- Opening Delimiter -

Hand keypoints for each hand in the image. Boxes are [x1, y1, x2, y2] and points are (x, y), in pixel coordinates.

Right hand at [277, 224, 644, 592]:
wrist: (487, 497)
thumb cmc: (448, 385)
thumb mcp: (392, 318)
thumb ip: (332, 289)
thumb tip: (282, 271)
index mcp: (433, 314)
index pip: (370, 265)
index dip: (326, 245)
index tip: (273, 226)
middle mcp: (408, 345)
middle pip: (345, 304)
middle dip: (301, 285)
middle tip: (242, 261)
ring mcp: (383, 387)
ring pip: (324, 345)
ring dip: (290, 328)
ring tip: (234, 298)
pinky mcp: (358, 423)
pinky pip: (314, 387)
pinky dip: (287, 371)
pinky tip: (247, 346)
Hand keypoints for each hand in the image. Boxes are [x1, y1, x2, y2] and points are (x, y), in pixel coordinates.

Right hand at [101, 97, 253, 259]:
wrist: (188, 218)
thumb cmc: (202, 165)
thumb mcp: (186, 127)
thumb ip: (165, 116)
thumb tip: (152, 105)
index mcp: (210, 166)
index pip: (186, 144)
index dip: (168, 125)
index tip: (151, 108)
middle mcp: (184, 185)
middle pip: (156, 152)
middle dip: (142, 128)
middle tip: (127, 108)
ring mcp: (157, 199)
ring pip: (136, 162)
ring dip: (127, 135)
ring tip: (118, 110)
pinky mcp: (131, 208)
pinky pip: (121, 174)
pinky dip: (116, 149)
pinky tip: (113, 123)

- Closing Delimiter -
- Opening Delimiter -

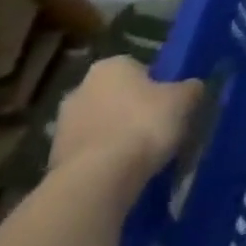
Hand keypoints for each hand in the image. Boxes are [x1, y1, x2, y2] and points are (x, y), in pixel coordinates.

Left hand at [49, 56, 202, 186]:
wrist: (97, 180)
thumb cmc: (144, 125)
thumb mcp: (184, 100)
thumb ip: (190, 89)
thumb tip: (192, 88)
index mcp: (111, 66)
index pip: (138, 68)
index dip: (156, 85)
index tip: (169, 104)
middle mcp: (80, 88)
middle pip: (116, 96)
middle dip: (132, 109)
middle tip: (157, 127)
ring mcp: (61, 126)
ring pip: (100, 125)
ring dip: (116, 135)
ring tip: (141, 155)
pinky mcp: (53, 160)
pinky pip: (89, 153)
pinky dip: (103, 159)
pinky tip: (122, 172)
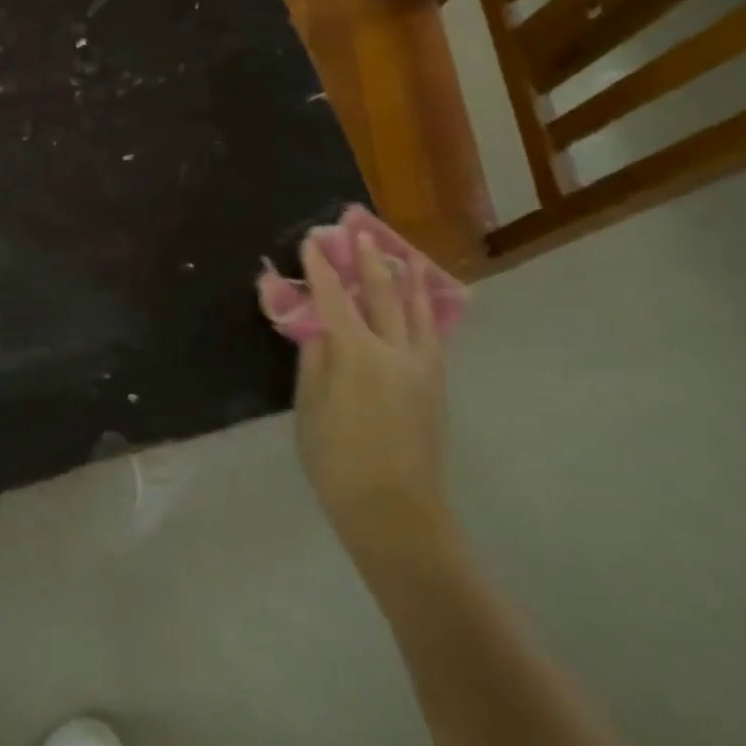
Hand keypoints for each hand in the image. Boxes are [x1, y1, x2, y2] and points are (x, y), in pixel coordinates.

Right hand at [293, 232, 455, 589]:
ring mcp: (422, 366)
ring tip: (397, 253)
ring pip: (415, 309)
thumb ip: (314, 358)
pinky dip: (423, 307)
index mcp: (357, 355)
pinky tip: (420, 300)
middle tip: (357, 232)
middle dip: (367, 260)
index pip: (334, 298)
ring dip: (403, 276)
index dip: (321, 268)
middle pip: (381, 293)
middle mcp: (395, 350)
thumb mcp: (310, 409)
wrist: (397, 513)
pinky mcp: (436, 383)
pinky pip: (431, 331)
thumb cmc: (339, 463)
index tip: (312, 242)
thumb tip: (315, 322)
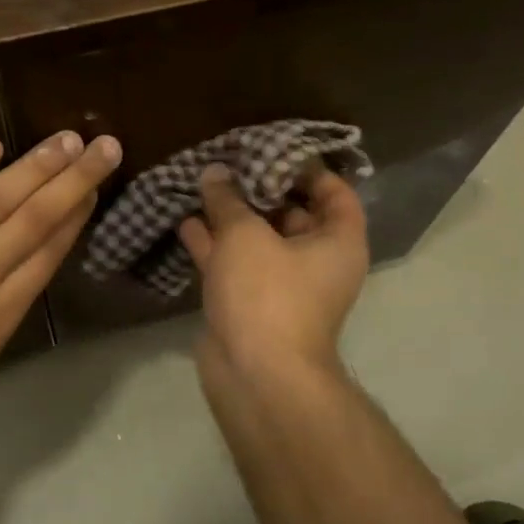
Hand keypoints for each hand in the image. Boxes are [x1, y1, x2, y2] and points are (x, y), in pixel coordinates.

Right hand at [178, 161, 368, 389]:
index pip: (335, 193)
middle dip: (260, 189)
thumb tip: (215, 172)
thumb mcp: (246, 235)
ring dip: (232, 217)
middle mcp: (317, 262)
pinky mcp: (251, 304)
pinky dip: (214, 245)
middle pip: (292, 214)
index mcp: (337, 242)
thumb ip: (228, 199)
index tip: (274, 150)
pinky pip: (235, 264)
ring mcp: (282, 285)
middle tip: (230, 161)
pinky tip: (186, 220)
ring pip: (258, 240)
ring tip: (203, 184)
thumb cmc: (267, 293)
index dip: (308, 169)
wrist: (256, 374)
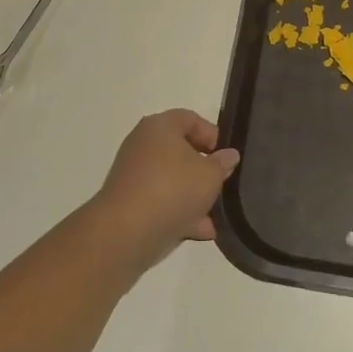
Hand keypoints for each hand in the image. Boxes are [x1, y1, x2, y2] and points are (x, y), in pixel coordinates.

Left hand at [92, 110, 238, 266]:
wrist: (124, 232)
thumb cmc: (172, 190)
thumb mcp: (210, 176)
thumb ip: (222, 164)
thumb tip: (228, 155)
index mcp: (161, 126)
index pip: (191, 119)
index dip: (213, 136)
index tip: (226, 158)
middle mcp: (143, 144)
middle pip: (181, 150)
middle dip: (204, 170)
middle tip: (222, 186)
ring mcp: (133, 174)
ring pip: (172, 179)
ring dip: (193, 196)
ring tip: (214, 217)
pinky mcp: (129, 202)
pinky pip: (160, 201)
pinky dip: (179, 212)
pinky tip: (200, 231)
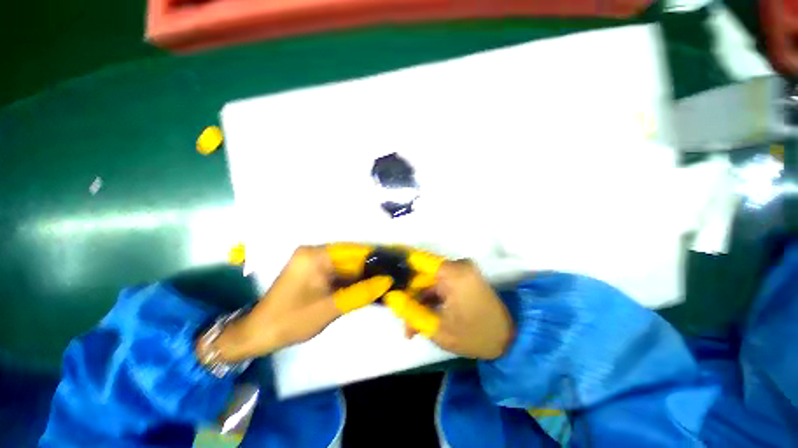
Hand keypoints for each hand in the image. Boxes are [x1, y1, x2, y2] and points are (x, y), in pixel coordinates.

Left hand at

- Closing Delimiter -

= Your goal =
Where a line of the entries contains "wrist", report that line.

= Solved problem =
wrist: (487, 497)
wrist: (188, 218)
wrist: (97, 180)
wrist: (397, 513)
wrist: (256, 374)
wrist: (124, 232)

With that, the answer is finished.